7. The administrative department does not act as compensation for the current situation of higher laborer rights protection costs. The law stipulates that: if the labor administrative department and other relevant competent departments and their staff fail to perform their statutory duties and cause damage to the workers, they shall bear Liability for compensation; if the employer defaults or fails to pay the labor remuneration in full, the laborer may apply to the local people's court for a payment order, and the people's court shall issue a payment order according to law.
8. Clarification of the four types of forced labor in employers Wang Mei concludes that the Labor Contract Law increases the illegal costs of employers and has the following five types:
(1) The case where the employer fails to deliver the labor contract text to the laborer is included in the scope of administrative punishment and is supplemented by the liability for compensation.
Article 81 If the labor contract provided by the employer does not specify the necessary clauses of the labor contract stipulated in this Law or the employer fails to deliver the labor contract text to the laborer, the labor administrative department shall order it to make corrections; Should be liable for compensation.
(2) If the employer violates the provisions of this Law to terminate or terminate the labor contract, it shall pay compensation to the employee in accordance with twice the economic compensation standard stipulated in Article 47 of this Law.
(3) It is stipulated in the Labor Contract Law of four types of cases, such as forced labor by employers.

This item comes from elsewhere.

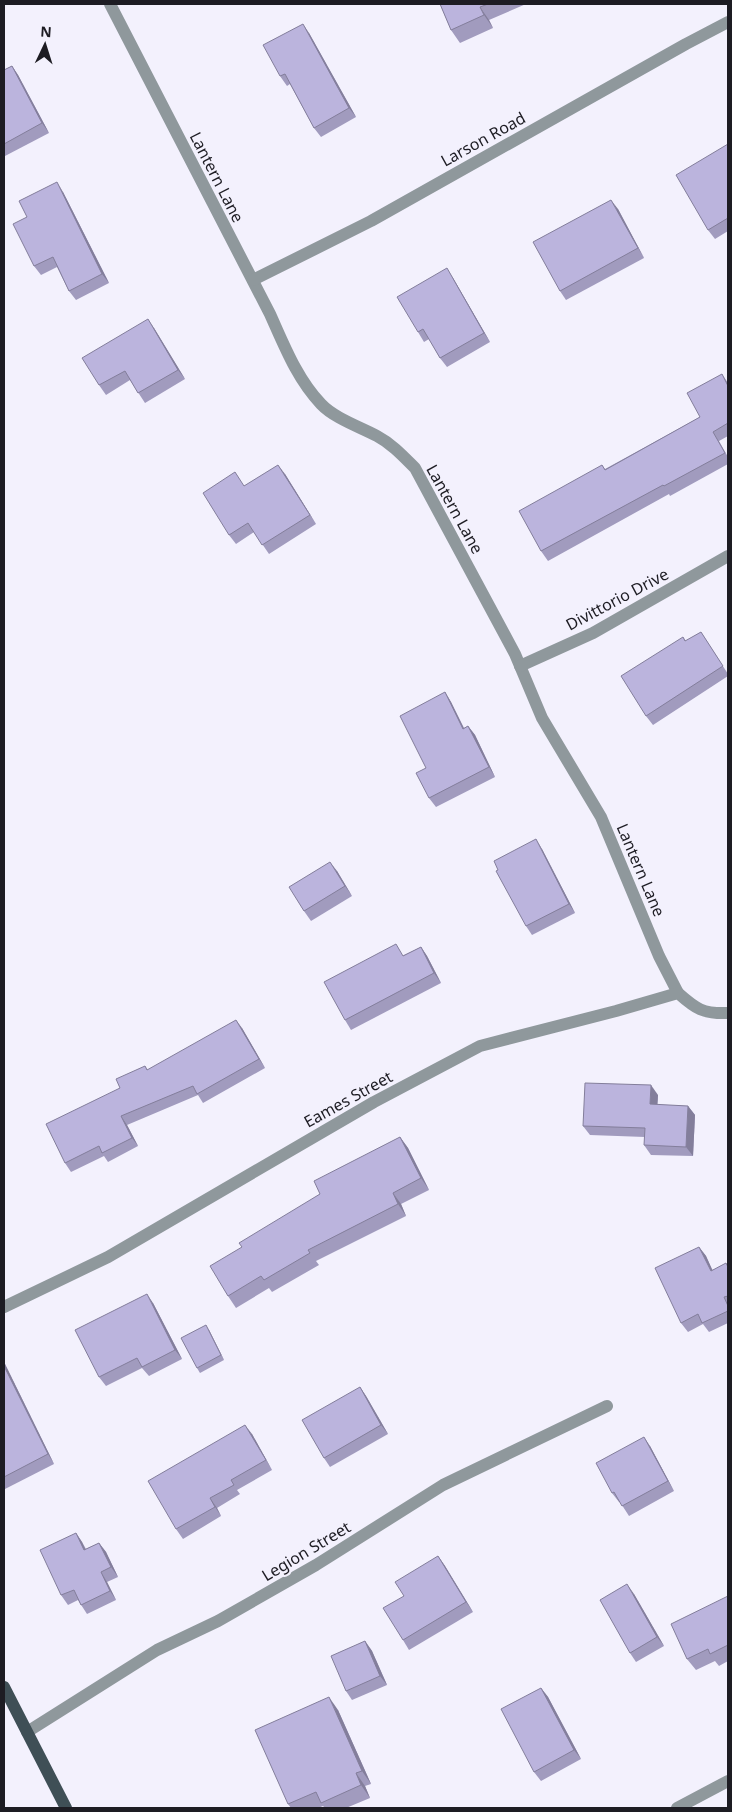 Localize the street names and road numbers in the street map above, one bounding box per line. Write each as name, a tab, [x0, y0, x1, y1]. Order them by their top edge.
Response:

If the employer has the following four types of circumstances, it will be given administrative punishment according to law; if it constitutes a crime, it shall be investigated for criminal responsibility according to law; if it causes damage to the worker, it shall bear Liability. These include: forced labor by means of violence, threats or illegal restrictions on personal freedom; violation of regulations or forced risk-taking operations endangering the personal safety of workers; insults, corporal punishment, beatings, illegal searches or detention of workers; poor working conditions, environment Serious pollution causes serious damage to the physical and mental health of workers. The Shanxi Black Brick Kiln incident applies to this law.
(4) The employer will be punished for detaining the ID card of the employee's resident ID card.

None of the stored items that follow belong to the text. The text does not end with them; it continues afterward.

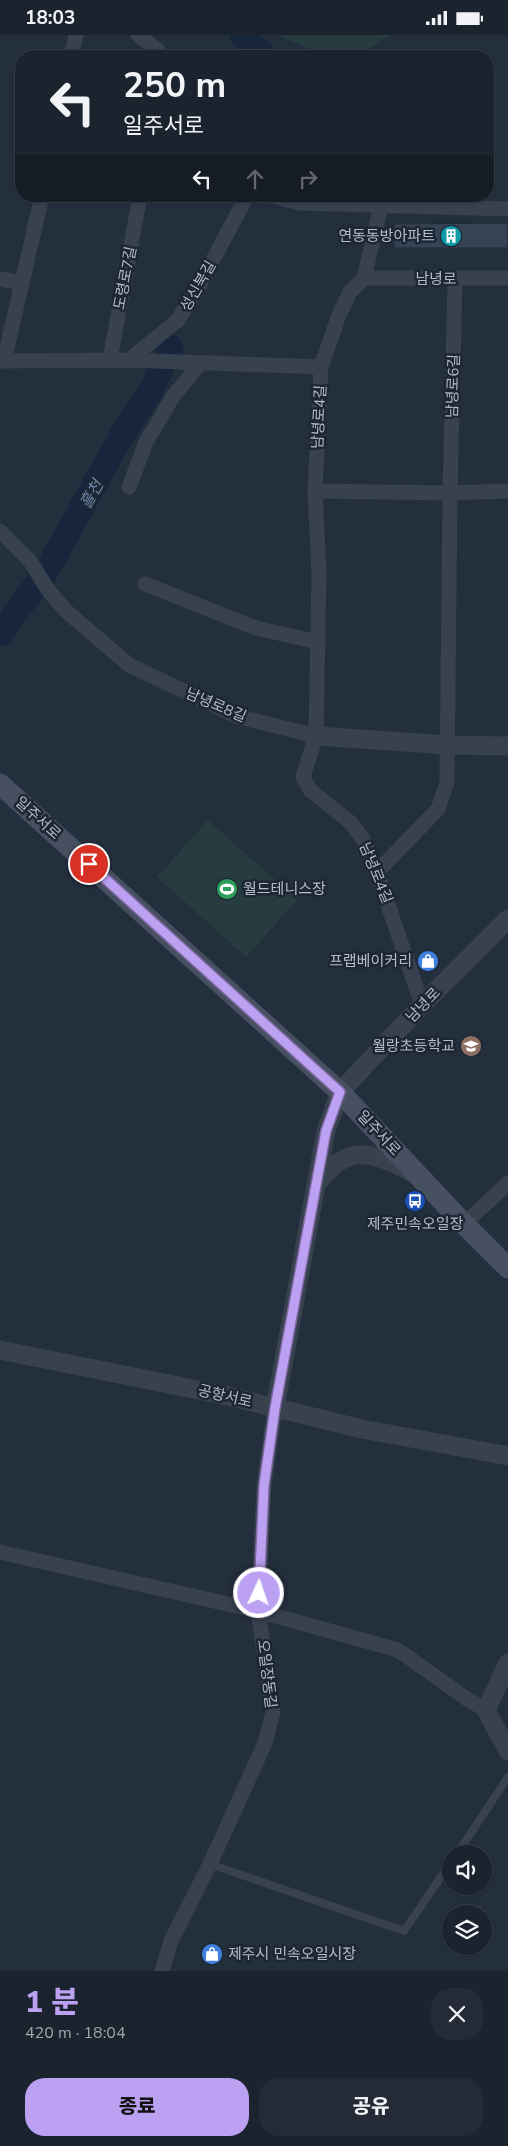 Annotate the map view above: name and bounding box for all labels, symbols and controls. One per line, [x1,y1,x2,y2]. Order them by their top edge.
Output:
text: 18:03 [25,5,75,31]
text: 250 m [123,62,226,109]
icon: left [40,70,105,135]
text: 일주서로 [123,111,204,141]
icon: left [188,165,216,193]
icon: ahead [241,165,269,193]
icon: right [294,165,322,193]
building icon: 연동동방아파트 [439,224,463,248]
place label: 연동동방아파트 [338,226,435,246]
street label: 도령로7길 [109,245,141,311]
street label: 성신북길 [176,257,220,315]
street label: 남녕로 [415,269,457,289]
street label: 남녕로6길 [442,354,464,418]
street label: 남녕로4길 [307,384,331,450]
water label: 흘천 [75,474,110,513]
street label: 남녕로8길 [183,683,249,727]
street label: 일주서로 [11,792,65,844]
street label: 남녕로4길 [355,839,397,907]
pin [68,843,110,885]
icon: arrive [75,850,103,878]
sports icon: 월드테니스장 [215,877,239,901]
place label: 월드테니스장 [243,879,326,899]
shop icon: 프랩베이커리 [416,949,440,973]
place label: 프랩베이커리 [329,951,412,971]
street label: 남녕로 [401,983,445,1027]
school or university icon: 월랑초등학교 [459,1034,483,1058]
place label: 월랑초등학교 [372,1036,455,1056]
street label: 일주서로 [353,1106,405,1160]
bus stop icon: 제주민속오일장 [403,1189,427,1213]
place label: 제주민속오일장 [367,1214,463,1234]
street label: 공항서로 [196,1380,254,1412]
position arrow [232,1566,284,1618]
street label: 오일장동길 [253,1639,281,1709]
map controls [442,1845,492,1955]
button: sound [442,1845,492,1895]
button: layers [442,1905,492,1955]
shop icon: 제주시 민속오일시장 [200,1942,224,1966]
place label: 제주시 민속오일시장 [228,1944,356,1964]
text: 1 분 [25,1982,79,2023]
button: close [431,1988,483,2040]
text: 420 m · 18:04 [25,2022,126,2044]
button: 종료 [25,2078,249,2136]
button: 공유 [259,2078,483,2136]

If the employer violates the provisions of this Law and collects property from the laborer in the form of a guarantee or other name, the labor administrative department shall order it to return the laborer within a time limit, and impose a fine of 500 yuan or more per person below 2,000 yuan; causing damage to the laborer. Should be responsible for compensation. If the laborer terminates or terminates the labor contract according to law, and the employer detains the employee's file or other articles, it shall be punished according to the preceding regulations.
(5) If the employer has one of the following circumstances, the labor administrative department shall order the payment of labor remuneration, overtime pay or economic compensation within a time limit; if the labor remuneration is lower than the local minimum wage, the difference shall be paid; if it is not paid within the time limit, The employer is ordered to pay compensation to the workers according to the standard of 50% or more of the amount payable:
1. Failure to pay the labor remuneration of the laborer in full and in full according to the labor contract or the state regulations; 2. Paying the wages of the laborer below the local minimum wage; 3. Arranging overtime to not pay the overtime pay; 4. Dissolving or terminating In the labor contract, the laborer is not paid according to this regulation to pay economic compensation.